If tens of thousands of dollars was decisive amid this tsunami of tens of millions, the Russian trolls working somewhere in St. Petersburg should strike out on their own and start a political consultancy or an internet publishing company. They are geniuses.
It doesn’t appear that much of the Russian material was explicitly advocating for Trump’s election, and some of it wasn’t even right wing. One Russian Facebook page highlighted discrimination against Muslims. Another promoted anti-police videos for a Black Lives Matter audience. A pro-gay-rights page was called LGBT United.
Other pages were on the right and supportive of Trump. But much of the Russian Facebook activity was peddling online tripe indistinguishable from indigenous American online tripe -- in fact, it was ripped off from content produced by Americans. If the Russians are going to decide our elections on social media, one assumes it will require at least a little originality.
One suspicion has been that the Trump campaign helped direct the Russian online effort. What we know about the Russian activity so far makes that doubtful. Why, if the Trump campaign was running its own digital campaign that was magnitudes larger, would it bother with a tiny Russian effort that wasn’t always focused on Trump or his message?
The Daily Beast ran a story last week with the headline “Trump Campaign Staffers Pushed Russian Propaganda Days Before the Election.” This referred to Kellyanne Conway and others associated with the Trump campaign retweeting posts from a Twitter account that masqueraded as a project of the Tennessee Republican Party, when it was really operated by Russian trolls. Conway tweeted a post from the account once, according to the story. And the report adduces no evidence that the Trump supporters knew the origin of the account.

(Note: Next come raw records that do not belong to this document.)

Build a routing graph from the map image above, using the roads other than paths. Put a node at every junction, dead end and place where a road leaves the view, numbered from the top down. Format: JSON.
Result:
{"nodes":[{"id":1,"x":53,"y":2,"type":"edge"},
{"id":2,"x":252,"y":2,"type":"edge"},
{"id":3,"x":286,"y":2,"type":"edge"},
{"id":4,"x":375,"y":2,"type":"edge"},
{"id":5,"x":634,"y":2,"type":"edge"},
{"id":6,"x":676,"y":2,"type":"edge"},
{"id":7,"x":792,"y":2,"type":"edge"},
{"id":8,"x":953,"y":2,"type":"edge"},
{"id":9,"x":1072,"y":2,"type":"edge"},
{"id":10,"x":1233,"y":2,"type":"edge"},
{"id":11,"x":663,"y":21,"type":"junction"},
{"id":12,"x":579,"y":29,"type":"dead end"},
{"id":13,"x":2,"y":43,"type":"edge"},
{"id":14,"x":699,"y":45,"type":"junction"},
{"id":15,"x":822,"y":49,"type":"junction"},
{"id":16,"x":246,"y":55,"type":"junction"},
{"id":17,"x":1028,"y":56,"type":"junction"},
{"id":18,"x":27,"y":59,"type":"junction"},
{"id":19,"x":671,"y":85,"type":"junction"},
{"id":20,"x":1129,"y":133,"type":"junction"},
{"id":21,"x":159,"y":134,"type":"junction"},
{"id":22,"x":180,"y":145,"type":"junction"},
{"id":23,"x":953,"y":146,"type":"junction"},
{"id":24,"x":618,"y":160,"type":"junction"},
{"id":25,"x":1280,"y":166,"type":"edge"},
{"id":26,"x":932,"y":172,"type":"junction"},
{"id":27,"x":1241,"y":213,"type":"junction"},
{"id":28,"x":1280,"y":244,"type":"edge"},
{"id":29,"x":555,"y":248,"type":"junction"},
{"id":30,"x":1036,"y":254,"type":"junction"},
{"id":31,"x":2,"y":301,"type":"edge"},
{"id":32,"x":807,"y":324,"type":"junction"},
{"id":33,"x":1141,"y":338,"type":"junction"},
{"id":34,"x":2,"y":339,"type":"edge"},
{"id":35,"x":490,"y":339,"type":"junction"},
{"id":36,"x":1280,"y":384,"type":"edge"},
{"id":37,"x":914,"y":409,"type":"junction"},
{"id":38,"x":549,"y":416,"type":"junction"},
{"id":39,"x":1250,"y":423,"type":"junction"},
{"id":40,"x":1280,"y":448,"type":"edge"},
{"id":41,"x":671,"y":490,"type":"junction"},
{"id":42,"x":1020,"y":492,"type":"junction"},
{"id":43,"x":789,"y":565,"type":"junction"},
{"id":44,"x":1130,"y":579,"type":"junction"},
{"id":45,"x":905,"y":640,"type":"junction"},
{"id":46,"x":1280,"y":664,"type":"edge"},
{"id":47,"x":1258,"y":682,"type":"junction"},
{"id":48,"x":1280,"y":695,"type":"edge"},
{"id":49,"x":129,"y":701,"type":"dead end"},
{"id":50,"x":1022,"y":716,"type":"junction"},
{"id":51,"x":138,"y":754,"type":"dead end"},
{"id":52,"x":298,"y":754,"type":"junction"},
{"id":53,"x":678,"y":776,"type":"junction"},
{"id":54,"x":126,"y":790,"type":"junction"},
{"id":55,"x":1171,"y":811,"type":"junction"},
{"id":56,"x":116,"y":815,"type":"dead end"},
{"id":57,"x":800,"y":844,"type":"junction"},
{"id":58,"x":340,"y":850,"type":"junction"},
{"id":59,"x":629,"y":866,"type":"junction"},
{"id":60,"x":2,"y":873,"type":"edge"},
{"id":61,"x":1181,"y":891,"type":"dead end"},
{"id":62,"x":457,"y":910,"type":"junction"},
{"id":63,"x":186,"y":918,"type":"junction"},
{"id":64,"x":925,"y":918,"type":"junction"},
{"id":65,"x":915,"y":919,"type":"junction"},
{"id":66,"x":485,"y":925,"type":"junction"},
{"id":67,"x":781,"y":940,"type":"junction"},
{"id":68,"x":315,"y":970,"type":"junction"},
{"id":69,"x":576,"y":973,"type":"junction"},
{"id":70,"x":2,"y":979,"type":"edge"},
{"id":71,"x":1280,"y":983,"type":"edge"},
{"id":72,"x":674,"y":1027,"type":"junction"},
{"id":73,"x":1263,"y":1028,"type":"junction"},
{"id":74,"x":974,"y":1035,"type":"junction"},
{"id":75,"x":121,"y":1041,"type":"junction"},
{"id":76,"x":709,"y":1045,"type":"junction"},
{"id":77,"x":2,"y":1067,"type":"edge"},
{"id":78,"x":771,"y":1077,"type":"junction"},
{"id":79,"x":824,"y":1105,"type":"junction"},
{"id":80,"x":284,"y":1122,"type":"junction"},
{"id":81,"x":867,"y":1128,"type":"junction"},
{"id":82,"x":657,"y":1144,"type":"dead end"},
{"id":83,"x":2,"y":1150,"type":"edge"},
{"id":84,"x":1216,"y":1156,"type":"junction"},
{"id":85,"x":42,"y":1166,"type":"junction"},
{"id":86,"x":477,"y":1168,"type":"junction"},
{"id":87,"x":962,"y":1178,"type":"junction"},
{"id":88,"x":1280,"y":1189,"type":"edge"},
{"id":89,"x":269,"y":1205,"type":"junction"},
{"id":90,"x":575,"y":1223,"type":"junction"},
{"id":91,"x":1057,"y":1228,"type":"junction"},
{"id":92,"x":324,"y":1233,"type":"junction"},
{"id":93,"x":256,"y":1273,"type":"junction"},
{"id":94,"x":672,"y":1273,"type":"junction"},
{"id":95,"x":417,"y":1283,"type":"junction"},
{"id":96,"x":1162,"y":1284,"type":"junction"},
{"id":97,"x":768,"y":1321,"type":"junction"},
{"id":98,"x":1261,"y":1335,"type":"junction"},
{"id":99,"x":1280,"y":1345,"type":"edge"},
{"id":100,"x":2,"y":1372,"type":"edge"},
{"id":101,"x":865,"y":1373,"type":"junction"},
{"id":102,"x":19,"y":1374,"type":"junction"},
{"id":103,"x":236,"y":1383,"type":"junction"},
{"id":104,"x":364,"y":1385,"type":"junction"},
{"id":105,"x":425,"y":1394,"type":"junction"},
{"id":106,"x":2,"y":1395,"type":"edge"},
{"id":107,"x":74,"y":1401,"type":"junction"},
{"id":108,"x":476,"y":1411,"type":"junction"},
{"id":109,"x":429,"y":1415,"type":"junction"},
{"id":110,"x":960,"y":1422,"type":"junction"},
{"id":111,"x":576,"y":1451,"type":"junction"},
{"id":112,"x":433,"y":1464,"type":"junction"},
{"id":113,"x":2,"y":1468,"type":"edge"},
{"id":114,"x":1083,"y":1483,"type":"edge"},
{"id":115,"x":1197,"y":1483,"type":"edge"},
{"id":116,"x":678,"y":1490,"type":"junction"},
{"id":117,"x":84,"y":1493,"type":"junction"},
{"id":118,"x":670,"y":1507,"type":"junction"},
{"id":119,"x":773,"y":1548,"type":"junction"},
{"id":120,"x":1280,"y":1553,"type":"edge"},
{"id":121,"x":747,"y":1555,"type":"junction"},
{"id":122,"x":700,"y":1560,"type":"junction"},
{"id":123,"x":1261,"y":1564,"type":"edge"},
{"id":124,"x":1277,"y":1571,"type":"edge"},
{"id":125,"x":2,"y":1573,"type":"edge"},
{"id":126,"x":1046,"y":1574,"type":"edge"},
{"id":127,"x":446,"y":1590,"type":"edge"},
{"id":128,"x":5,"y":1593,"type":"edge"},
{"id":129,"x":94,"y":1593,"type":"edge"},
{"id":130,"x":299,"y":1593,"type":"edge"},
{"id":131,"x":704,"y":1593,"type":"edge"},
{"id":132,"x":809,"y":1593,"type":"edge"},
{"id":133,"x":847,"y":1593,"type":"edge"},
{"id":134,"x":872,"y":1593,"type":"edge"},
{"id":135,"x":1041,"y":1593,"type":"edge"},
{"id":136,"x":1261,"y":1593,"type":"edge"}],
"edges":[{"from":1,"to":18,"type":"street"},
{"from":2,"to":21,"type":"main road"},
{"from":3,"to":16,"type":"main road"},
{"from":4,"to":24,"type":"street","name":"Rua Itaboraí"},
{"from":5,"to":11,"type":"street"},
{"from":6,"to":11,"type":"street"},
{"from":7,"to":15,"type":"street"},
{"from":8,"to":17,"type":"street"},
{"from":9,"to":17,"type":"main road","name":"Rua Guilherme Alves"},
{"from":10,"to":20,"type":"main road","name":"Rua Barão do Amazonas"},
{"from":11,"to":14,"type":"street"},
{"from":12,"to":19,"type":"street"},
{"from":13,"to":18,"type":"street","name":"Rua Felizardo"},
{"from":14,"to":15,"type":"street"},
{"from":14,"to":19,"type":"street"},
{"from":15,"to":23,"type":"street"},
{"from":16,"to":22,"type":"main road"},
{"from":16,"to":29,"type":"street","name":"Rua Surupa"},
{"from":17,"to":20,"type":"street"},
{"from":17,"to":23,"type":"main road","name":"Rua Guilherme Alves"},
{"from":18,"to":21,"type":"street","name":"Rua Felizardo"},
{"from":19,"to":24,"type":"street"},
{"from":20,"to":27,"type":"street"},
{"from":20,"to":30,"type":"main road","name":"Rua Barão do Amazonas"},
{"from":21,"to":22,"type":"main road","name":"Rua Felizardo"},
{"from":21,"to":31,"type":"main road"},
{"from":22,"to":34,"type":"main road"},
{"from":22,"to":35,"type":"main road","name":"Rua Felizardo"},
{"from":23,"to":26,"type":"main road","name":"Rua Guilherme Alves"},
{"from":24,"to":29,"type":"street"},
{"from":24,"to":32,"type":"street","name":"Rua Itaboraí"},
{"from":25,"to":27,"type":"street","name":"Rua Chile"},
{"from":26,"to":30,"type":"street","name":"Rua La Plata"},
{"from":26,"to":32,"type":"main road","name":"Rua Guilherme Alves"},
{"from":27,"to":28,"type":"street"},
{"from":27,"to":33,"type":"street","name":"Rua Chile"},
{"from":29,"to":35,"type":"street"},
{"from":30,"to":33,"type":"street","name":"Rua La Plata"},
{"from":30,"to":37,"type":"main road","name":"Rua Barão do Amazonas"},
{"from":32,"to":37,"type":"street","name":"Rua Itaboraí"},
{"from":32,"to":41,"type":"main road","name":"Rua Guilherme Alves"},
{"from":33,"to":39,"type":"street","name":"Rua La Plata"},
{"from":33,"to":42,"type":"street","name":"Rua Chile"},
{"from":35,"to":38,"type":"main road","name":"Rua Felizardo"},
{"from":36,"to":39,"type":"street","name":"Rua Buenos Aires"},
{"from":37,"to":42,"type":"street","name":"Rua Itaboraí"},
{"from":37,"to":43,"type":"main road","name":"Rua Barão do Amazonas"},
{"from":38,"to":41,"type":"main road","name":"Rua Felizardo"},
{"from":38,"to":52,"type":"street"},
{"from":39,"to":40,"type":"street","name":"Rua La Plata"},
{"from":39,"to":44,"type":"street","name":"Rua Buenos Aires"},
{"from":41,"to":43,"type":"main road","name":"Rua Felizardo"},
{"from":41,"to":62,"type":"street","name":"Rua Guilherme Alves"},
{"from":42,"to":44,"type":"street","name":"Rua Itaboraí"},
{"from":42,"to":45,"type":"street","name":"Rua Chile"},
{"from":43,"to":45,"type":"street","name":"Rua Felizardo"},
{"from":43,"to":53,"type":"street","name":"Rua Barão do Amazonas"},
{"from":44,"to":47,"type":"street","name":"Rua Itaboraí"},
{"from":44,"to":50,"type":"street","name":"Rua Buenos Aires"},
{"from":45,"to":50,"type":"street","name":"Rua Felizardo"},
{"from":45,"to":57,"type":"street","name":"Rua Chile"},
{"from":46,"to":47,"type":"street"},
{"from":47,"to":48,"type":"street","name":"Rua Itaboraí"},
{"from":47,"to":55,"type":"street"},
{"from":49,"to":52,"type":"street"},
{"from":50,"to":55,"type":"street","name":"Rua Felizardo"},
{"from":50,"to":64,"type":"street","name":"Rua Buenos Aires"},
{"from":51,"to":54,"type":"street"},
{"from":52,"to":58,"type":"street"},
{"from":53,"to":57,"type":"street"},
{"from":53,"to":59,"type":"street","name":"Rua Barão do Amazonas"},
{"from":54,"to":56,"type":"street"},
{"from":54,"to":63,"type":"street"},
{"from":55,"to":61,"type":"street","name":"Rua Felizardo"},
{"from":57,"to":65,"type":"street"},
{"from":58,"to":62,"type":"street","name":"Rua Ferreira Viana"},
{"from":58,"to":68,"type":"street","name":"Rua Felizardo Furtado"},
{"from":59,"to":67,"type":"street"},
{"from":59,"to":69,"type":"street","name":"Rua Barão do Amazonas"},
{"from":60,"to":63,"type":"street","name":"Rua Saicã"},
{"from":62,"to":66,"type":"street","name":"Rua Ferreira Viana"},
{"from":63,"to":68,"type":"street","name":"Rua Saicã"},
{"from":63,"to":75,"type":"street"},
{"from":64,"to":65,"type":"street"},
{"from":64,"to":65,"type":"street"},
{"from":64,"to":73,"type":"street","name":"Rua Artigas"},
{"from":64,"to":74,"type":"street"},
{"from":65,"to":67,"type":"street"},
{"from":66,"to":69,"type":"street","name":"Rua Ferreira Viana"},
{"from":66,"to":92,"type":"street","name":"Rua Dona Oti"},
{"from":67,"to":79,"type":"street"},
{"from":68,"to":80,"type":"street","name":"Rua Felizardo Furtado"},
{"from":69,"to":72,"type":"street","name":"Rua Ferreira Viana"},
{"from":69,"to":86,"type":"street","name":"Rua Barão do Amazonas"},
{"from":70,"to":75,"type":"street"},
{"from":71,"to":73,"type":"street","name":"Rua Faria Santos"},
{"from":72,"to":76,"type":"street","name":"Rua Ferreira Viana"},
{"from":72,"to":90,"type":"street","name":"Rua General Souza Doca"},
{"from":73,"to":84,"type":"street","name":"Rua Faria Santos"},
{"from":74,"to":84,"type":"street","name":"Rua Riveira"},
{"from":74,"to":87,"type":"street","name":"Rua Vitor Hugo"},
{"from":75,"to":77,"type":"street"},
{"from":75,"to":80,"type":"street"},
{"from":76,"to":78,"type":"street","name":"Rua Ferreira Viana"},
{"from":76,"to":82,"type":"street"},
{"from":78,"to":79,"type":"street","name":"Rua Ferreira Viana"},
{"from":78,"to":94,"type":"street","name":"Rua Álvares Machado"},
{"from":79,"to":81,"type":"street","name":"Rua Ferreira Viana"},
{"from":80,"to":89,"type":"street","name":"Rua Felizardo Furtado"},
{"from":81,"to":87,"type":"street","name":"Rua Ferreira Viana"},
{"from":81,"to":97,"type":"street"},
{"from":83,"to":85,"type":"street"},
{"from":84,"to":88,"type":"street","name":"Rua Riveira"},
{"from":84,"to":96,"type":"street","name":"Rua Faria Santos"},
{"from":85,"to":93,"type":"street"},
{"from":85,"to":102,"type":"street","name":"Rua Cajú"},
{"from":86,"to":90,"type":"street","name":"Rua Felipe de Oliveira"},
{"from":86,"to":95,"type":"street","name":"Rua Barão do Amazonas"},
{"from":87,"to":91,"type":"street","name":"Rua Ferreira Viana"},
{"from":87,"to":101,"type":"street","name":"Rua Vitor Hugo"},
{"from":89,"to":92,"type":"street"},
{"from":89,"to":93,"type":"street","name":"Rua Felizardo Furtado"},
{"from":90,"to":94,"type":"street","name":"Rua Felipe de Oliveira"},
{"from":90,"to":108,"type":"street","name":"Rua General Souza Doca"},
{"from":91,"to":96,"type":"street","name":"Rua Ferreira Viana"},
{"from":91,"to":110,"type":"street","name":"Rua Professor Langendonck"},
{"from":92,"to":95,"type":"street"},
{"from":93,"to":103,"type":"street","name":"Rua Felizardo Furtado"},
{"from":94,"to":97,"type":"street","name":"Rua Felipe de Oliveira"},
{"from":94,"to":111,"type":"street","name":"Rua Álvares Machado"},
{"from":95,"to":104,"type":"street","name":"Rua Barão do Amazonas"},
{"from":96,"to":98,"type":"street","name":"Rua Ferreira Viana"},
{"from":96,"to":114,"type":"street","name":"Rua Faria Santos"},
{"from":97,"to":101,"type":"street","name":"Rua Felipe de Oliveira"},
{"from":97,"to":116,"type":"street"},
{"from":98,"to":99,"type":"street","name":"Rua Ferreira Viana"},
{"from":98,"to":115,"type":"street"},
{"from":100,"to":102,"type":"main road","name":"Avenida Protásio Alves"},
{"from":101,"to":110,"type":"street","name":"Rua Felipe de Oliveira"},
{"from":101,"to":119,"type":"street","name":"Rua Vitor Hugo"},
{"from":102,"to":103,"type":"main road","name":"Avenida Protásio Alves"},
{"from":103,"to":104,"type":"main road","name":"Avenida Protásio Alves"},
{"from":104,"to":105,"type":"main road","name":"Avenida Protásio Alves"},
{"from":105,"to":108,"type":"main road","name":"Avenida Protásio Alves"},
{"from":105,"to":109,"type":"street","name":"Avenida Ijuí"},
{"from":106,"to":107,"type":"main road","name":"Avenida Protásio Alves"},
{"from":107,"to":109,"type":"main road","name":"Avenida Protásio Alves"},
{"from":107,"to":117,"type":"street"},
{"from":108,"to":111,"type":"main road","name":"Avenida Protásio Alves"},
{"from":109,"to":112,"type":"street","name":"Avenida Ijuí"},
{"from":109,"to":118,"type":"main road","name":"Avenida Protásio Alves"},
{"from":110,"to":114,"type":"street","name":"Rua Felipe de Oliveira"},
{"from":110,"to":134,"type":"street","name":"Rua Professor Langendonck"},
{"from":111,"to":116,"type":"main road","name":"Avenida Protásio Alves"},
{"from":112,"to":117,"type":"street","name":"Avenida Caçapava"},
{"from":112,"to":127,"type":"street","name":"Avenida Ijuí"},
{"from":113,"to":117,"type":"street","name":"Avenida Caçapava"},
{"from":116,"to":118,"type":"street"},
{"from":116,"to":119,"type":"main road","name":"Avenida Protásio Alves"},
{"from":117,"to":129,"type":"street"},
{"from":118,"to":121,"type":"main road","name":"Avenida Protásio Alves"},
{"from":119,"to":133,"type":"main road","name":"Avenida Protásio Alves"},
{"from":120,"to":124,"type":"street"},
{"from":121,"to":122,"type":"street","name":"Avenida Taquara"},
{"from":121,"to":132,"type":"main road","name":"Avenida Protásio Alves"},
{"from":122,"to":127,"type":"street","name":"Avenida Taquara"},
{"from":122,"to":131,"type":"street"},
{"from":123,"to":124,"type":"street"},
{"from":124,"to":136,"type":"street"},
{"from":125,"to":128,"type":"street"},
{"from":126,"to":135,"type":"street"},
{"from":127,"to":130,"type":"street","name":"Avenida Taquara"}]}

It is outrageous that Russians meddled in our democracy at all, and if there are ways to lock them out of our social media going forward, we should do it. Let’s not pretend, though, that the Russian online activity was the key to the election. This is classic conspiracy thinking -- that some small secret cabal is responsible for a world-historical outcome that had much more obvious causes (Hillary Clinton’s poor campaign, for one).
There may yet be truly damaging Russia revelations. Trump’s campaign manager during a decisive phase of the primary campaign, Paul Manafort, worked with shady characters from that part of the world. The notorious Don Trump Jr. meeting with Russians promising oppo on Clinton spoke of a willingness to cooperate with anyone who might be useful. The Trump family’s business dealings could always produce a nasty surprise.